• _What you are asked to do_
Every line of the material below that contains the string "hand" must appear in the answer.

• _Given information_
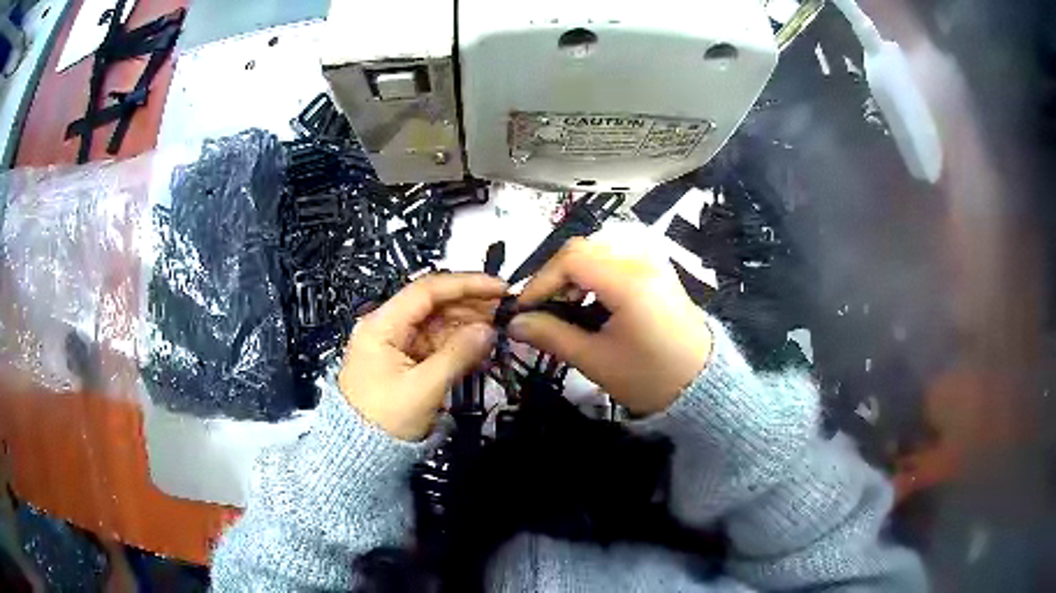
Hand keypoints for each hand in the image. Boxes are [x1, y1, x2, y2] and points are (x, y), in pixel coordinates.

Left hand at [338, 273, 504, 439]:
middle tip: (505, 311)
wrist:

• _Response area_
Hand keypoints for each hand in the image. Boxes are [x1, y1, x2, y2] and points are (x, y), in pixel coordinates.
Left hand at [338, 273, 504, 439]:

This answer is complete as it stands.